At present, knowledge representation models emerge endlessly in the industry, such as Transe, Rotate, etc. Based on the large-scale knowledge representation library PGL-KE, a Normalized Orthogonal Embedding (NOTE) model was proposed to upgrade the existing algorithm, which could model the relationship in multiple dimensions while maintaining numerical stability in large-scale scenarios.

▲ Note: Normalized orthogonal transformation knowledge graph embedding model

Secondly, Relation based Post Smoothing (RPS) graph neural network algorithm proposed by Fei Fei PGL carries out post-processing on the trained Note model and uses a 20-layer RPS model, which can be called the deepest graph neural network model in the field of knowledge graph. The experimental results of the large-scale knowledge representation scheme based on Note +RPS improved by 12 percentage points compared with the benchmark provided by the government, and finally won the first place in the competition with Alibaba, Harbin Institute of Technology, University of Science and Technology of China and other teams, which helped the knowledge graph take a huge step towards practical application.

Chemical Molecular Map Property Prediction Track: Constructing a Self-Supervised Pre-Training Assist Task Using Molecular 3D Conformation

Molecular property prediction has been widely recognized as one of the most critical tasks in computational drug and material discovery. Methods based on DFT quantum physics calculations require a lot of time to effectively predict the properties of multiple molecules. In order to make use of the powerful expression ability of graph neural network to predict molecular properties, LiteGem model was jointly proposed by PGL and PaddleHelix biological computing framework. The 3D conformation of molecules was used to construct self-supervised pre-training auxiliary task to improve the prediction effect of molecular properties, and finally won the second place.

Application landing: can support a larger scale of industrial applications, flying paddle diagram learning framework PGL ushered in a major upgrade

In addition to the full flowering in the KDD Cup, PGL has also been continuously committed to graph neural network algorithm innovation and a larger scale of industrial applications.

Recently, flying paddle PGL ushered in a major upgrade, launched a trillion super large scale distributed graph engine, the KDD Cup winning technical solutions are based on the distributed graph engine. The original intention of the distributed graph engine research and development is also the hope that the graph learning algorithm can achieve a larger scale of industrial application in the industry. At present, Baidu has implemented dozens of applications in search, information flow recommendation, financial risk control, smart map, knowledge graph and other scenarios with the help of flying PGL.

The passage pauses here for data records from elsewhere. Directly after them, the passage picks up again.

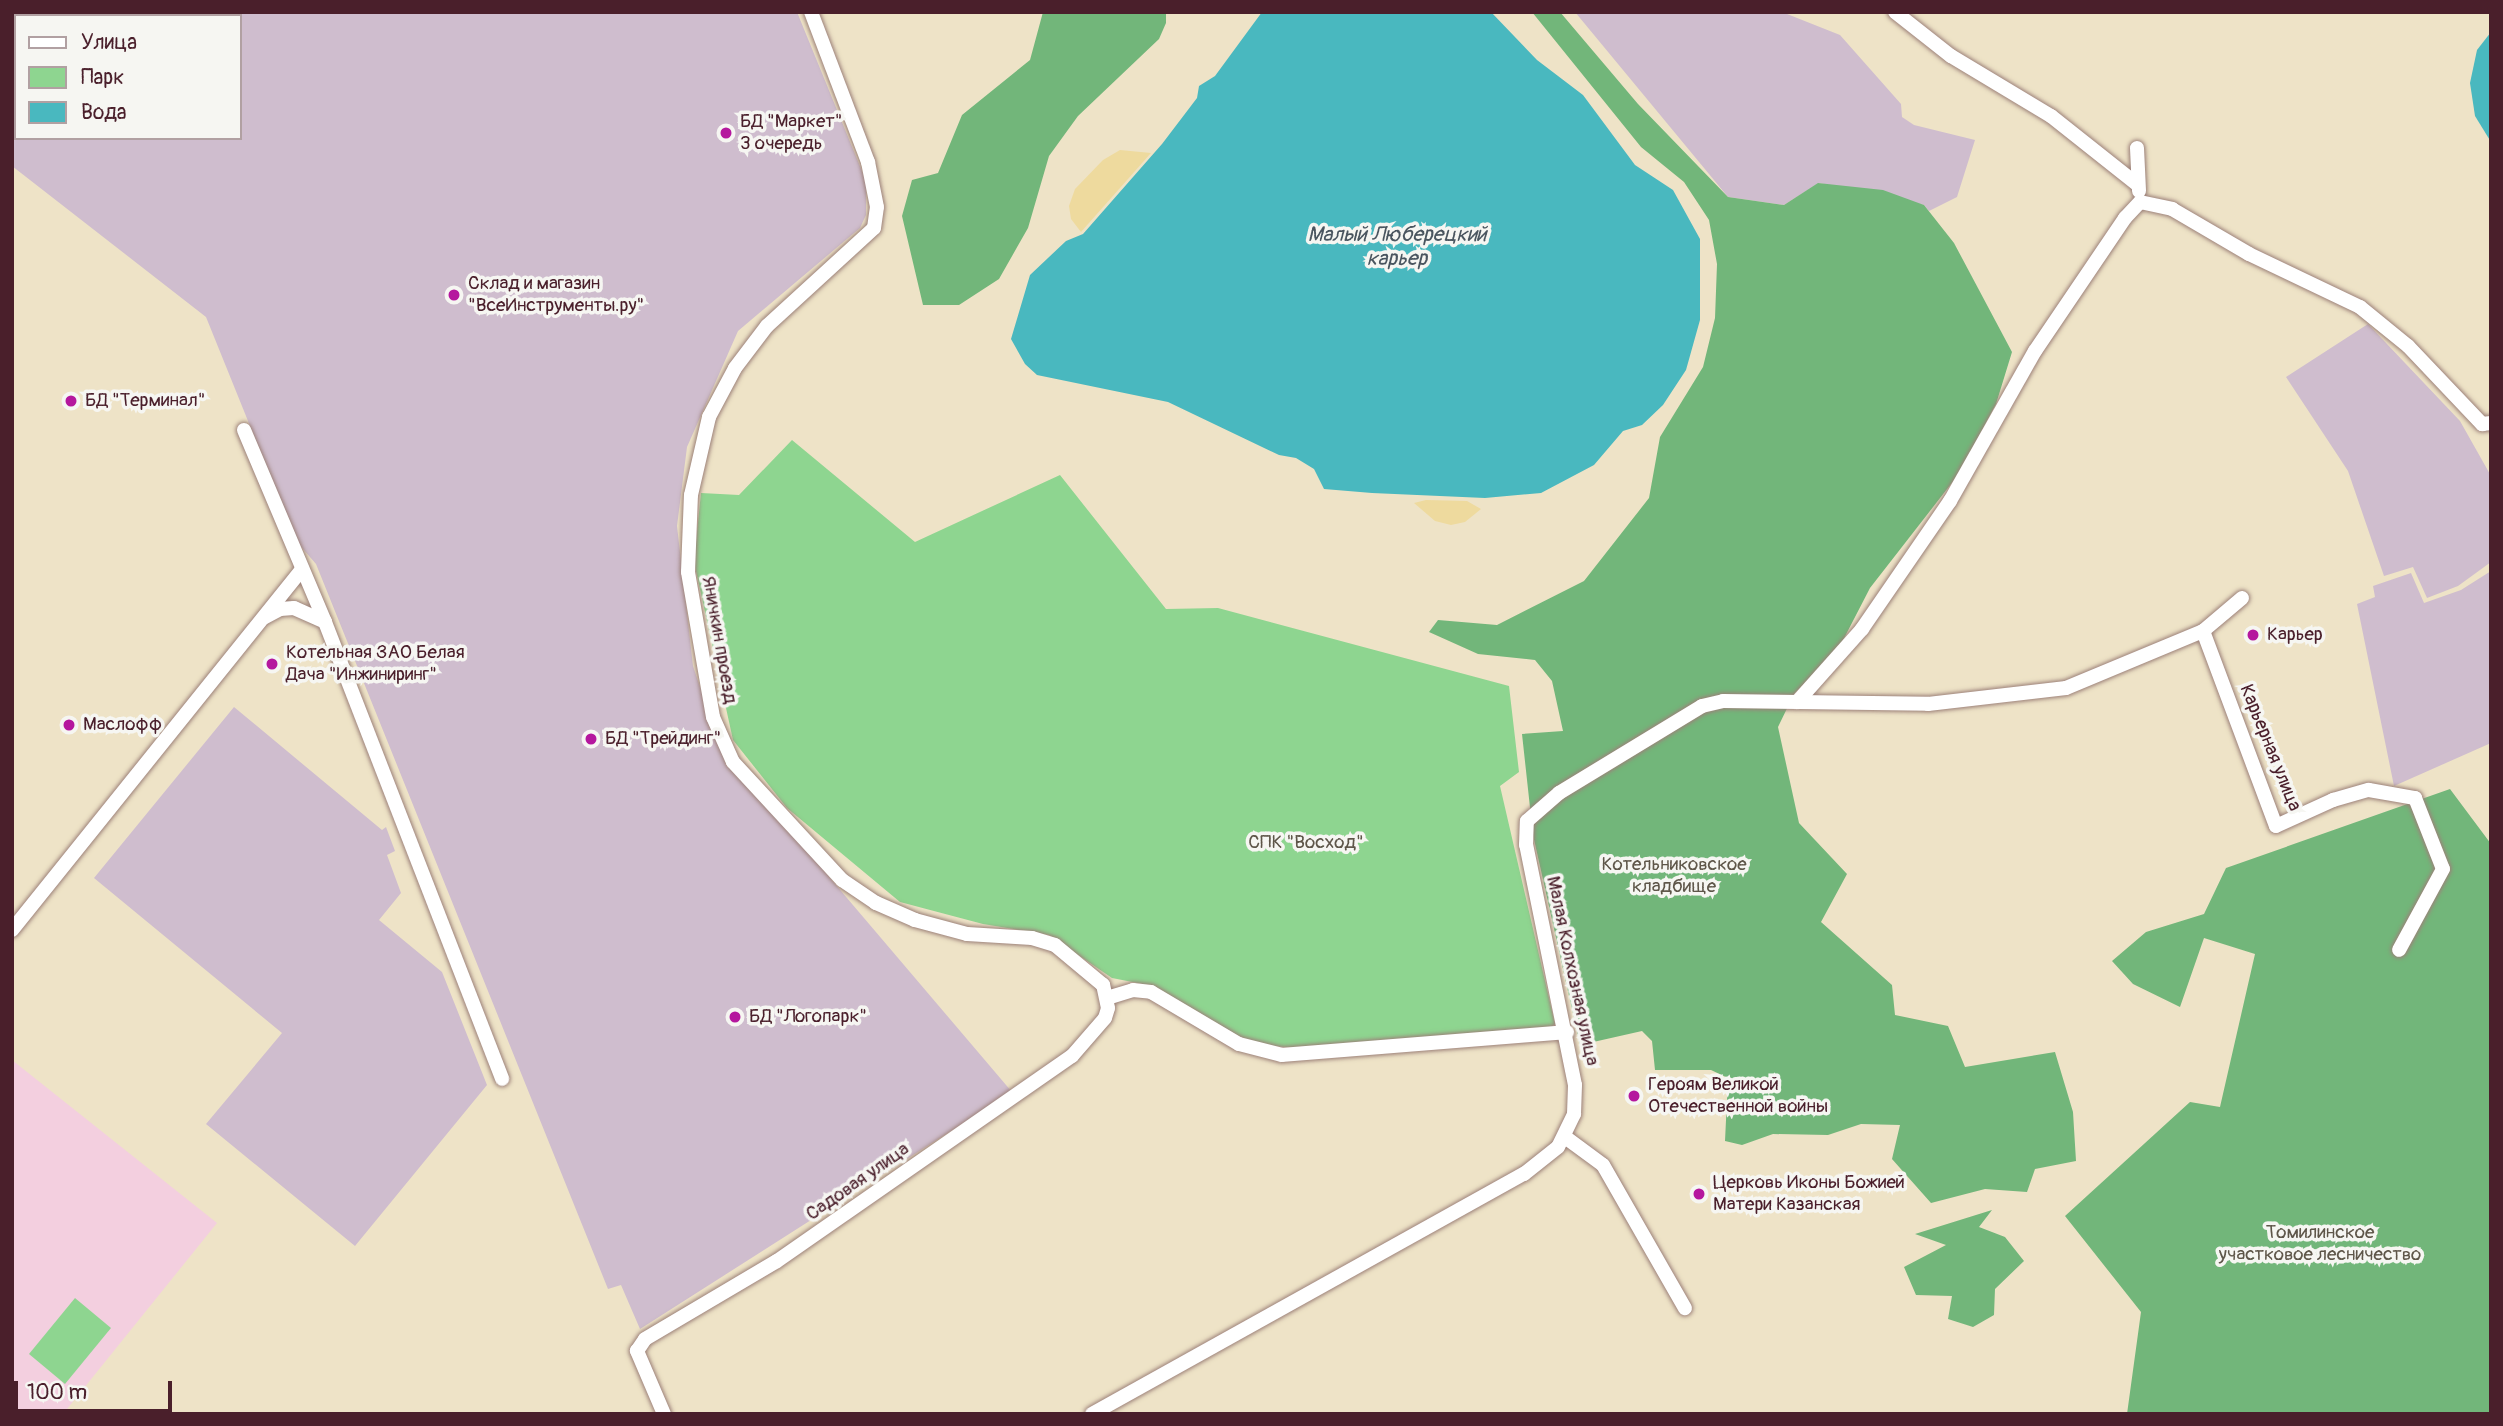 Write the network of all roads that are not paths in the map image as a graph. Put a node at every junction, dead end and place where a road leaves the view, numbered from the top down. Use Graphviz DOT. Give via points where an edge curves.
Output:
graph roads {
  1 [pos="811,12"];
  2 [pos="1895,12"];
  3 [pos="2137,148"];
  4 [pos="2138,185"];
  5 [pos="2140,202"];
  6 [pos="2491,423"];
  7 [pos="244,430"];
  8 [pos="302,569"];
  9 [pos="2242,598"];
  10 [pos="258,622"];
  11 [pos="325,622"];
  12 [pos="2203,631"];
  13 [pos="1797,702"];
  14 [pos="12,930"];
  15 [pos="2399,950"];
  16 [pos="1107,998"];
  17 [pos="1567,1031"];
  18 [pos="502,1079"];
  19 [pos="1564,1137"];
  20 [pos="1685,1308"];
  21 [pos="664,1414"];
  22 [pos="1092,1414"];
  1 -- 16 [label="street, Яничкин проезд" via="868,162 877,207 874,228 767,326 735,369 709,417 691,495 688,572 713,717 741,771 842,880 876,903 915,920 967,934 1055,945 1103,985"];
  2 -- 4 [label="street" via="1951,56 2051,116"];
  3 -- 4 [label="street"];
  4 -- 5 [label="street"];
  5 -- 6 [label="street" via="2172,209 2249,254 2360,307 2408,346 2482,424"];
  5 -- 13 [label="street" via="2050,328 1978,457 1903,570 1836,662"];
  7 -- 8 [label="street"];
  8 -- 10 [label="street"];
  8 -- 11 [label="street"];
  9 -- 12 [label="street"];
  10 -- 11 [label="street" via="280,609 294,608"];
  10 -- 14 [label="street"];
  11 -- 18 [label="street"];
  12 -- 13 [label="street" via="2067,688 1928,704"];
  12 -- 15 [label="street, Карьерная улица" via="2276,826 2333,800 2369,790 2415,798 2443,869"];
  13 -- 17 [label="street, Малая Колхозная улица" via="1723,701 1683,714 1559,793 1527,821 1526,845"];
  16 -- 17 [label="street" via="1133,990 1151,992 1238,1044 1282,1055"];
  16 -- 21 [label="street, Садовая улица" via="1105,1018 1072,1056 811,1238 645,1339 637,1351"];
  17 -- 19 [label="street, Малая Колхозная улица" via="1575,1085 1574,1114"];
  19 -- 20 [label="street" via="1593,1154 1614,1180"];
  19 -- 22 [label="street, Малая Колхозная улица" via="1551,1156 1524,1174"];
} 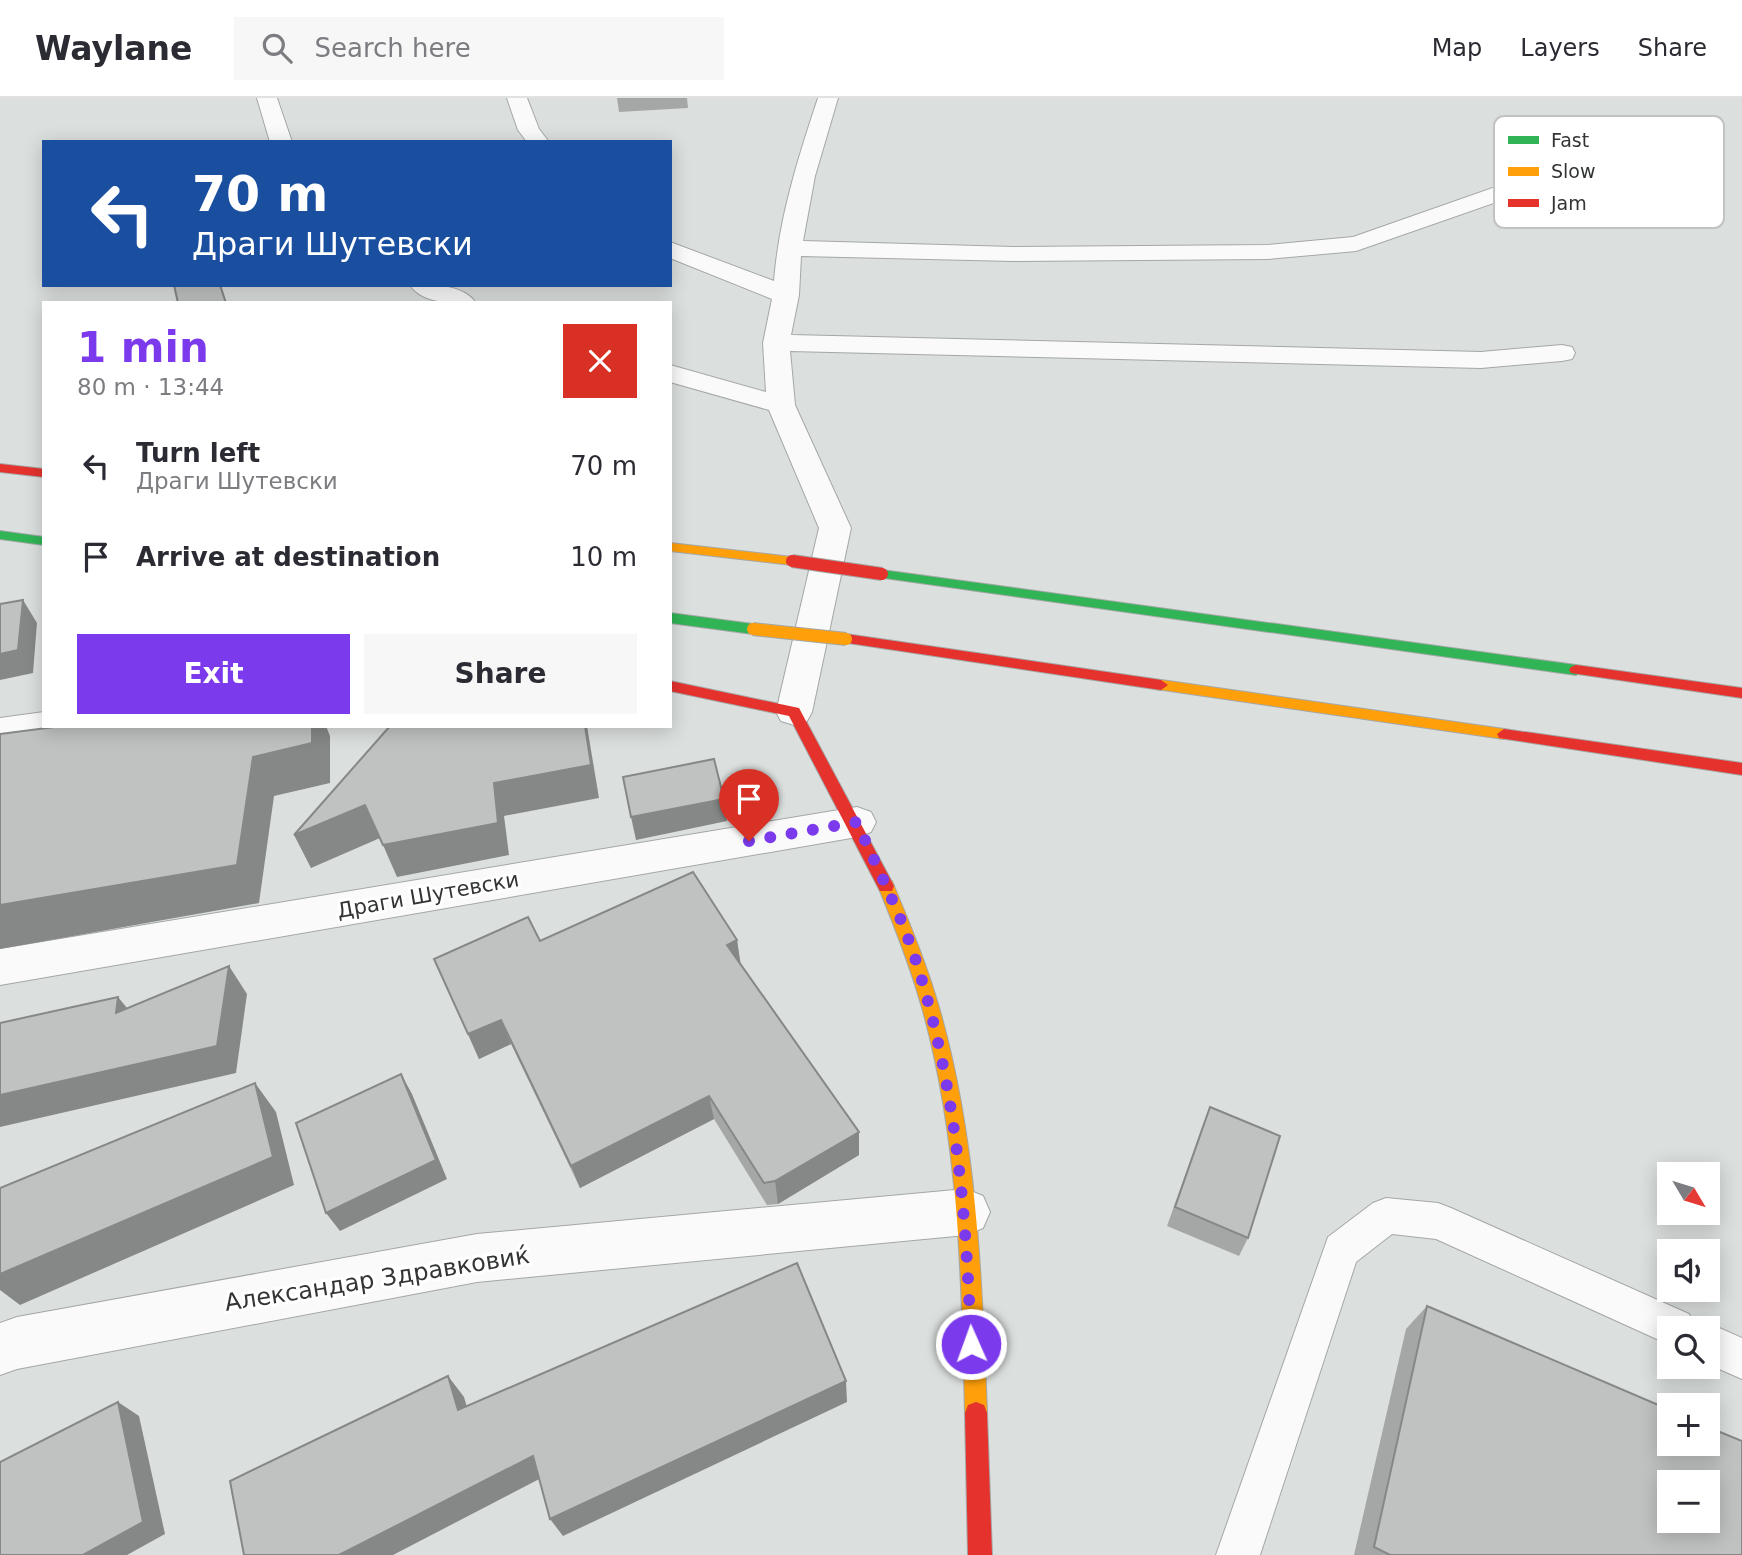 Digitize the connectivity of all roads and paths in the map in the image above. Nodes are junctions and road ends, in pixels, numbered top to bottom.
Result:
1 (267, 98) edge
2 (517, 98) edge
3 (828, 98) edge
4 (280, 140) edge
5 (536, 140) edge
6 (1494, 195) edge
7 (789, 248) junction
8 (672, 250) edge
9 (427, 287) edge
10 (786, 295) junction
11 (458, 301) edge
12 (776, 343) junction
13 (1562, 353) dead end
14 (672, 374) edge
15 (781, 405) junction
16 (0, 468) edge
17 (42, 473) edge
18 (0, 535) edge
19 (42, 541) edge
20 (672, 547) edge
21 (672, 618) edge
22 (672, 687) edge
23 (1742, 693) edge
24 (794, 712) junction
25 (42, 725) edge
26 (0, 731) edge
27 (1742, 769) edge
28 (857, 822) junction
29 (0, 967) edge
30 (966, 1212) junction
31 (1657, 1320) edge
32 (0, 1349) edge
33 (1720, 1349) edge
34 (1742, 1359) edge
35 (980, 1555) edge
36 (1238, 1555) edge

1 - 4 street
2 - 5 street
3 - 7 street
6 - 7 street
7 - 10 street
8 - 10 street
9 - 11 street
10 - 12 street
12 - 13 street
12 - 15 street
14 - 15 street
15 - 24 street
16 - 17 main road
18 - 19 main road
20 - 23 main road, bridge
21 - 27 main road, bridge
22 - 24 main road
24 - 28 main road
25 - 26 street
28 - 29 street, Драги Шутевски
28 - 30 main road
30 - 32 street, Александар Здравковиќ
30 - 35 main road
31 - 36 lane
33 - 34 lane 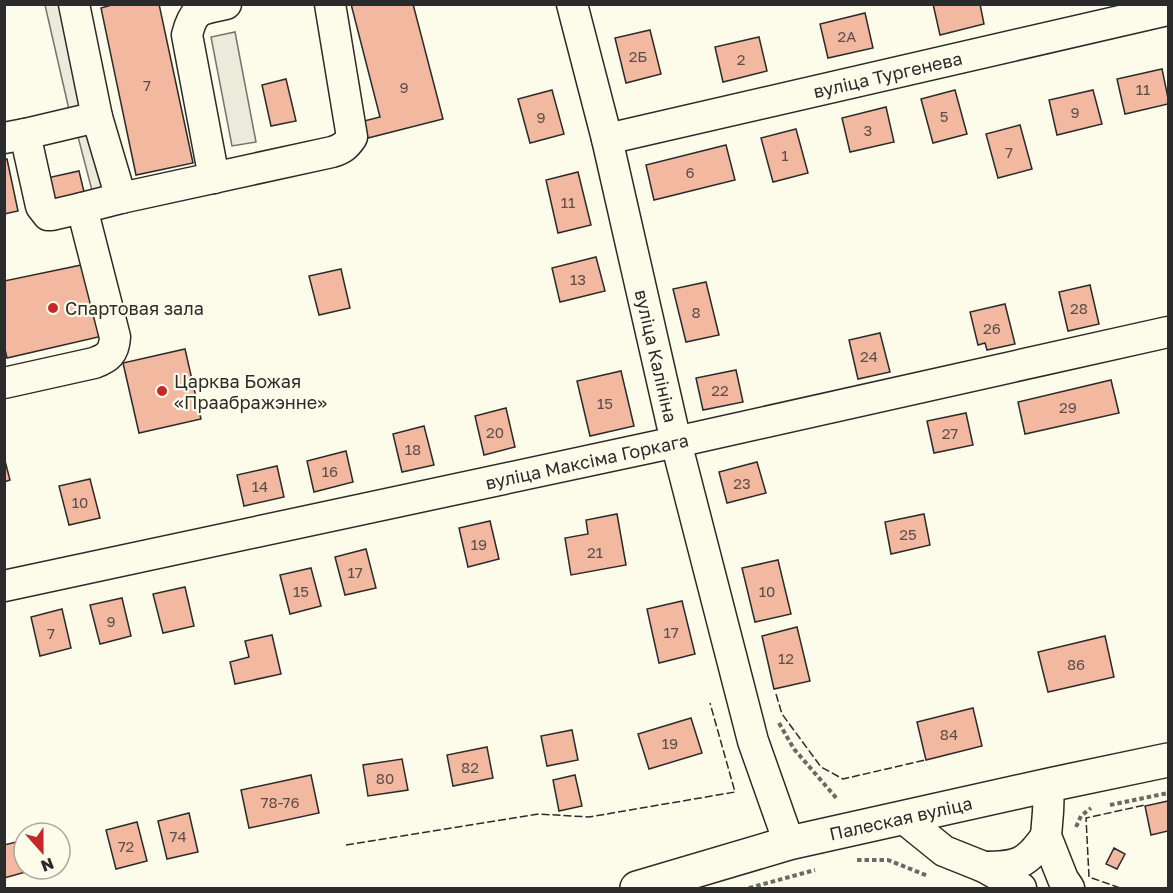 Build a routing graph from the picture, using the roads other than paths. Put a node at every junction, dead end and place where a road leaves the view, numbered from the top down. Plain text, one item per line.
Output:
1 (74, 4) edge
2 (226, 4) edge
3 (330, 4) edge
4 (572, 4) edge
5 (1168, 10) edge
6 (97, 117) junction
7 (15, 136) edge
8 (607, 139) junction
9 (214, 178) junction
10 (122, 198) junction
11 (82, 208) junction
12 (1168, 333) edge
13 (4, 383) edge
14 (676, 442) junction
15 (4, 586) edge
16 (1168, 760) edge
17 (1049, 785) junction
18 (902, 817) junction
19 (1046, 836) junction
20 (789, 843) junction
21 (984, 867) junction
22 (637, 888) edge
23 (1021, 888) edge
24 (1070, 888) edge

1 - 6 street
2 - 9 street
3 - 9 street
4 - 8 street, вуліца Калініна
5 - 8 street, вуліца Тургенева
6 - 7 street
6 - 10 street
7 - 11 street
8 - 14 street, вуліца Калініна
9 - 10 street
10 - 11 street
11 - 13 street
12 - 14 street, вуліца Максіма Горкага
14 - 15 street, вуліца Максіма Горкага
14 - 20 street, вуліца Калініна
16 - 17 main road, Палеская вуліца
17 - 18 main road, Палеская вуліца
17 - 19 street
18 - 20 main road, Палеская вуліца
18 - 21 street
19 - 21 street
19 - 24 street
20 - 22 main road, Палеская вуліца
21 - 23 street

Deep Learning Developer Summit WaveSummit 2021 Tillion Graph Engine Launch

In addition, PGL also cooperates with a number of external institutions: after investigating a large number of open source solutions, netease Cloud Music also chose PGL, which is more friendly to large-scale graph training, as the basic framework of graph neural network for cloud music recommendation. At the same time, PGL also contributes to OpenKS knowledge computing engine, a major project of the “new generation of artificial intelligence” of Science and Technology Innovation 2030.

Due to the convenience of Graph Neural Network for complex data modeling and its powerful expression ability, PGL also explores the combination of Graph Neural Network and multiple cross-disciplines, including building a big data epidemic prediction system, cooperating with PaddleHelix to predict the properties of compounds, And it has obtained SOTA on multiple compound prediction lists.

▲ Flying paddle diagram learning framework PGL

Graph learning, as one of the general artificial intelligence algorithms, is bound to become a new basic ability in the intelligent era, enabling all walks of life and boosting the intelligent economy to take off. The current stage is just the beginning of the learning boom, and there will be deeper technical output and larger industrial opportunities in the future. Taking root in the learning field of the learning map, it will continue to empower the intelligent upgrading of the industry, which needs to start from now.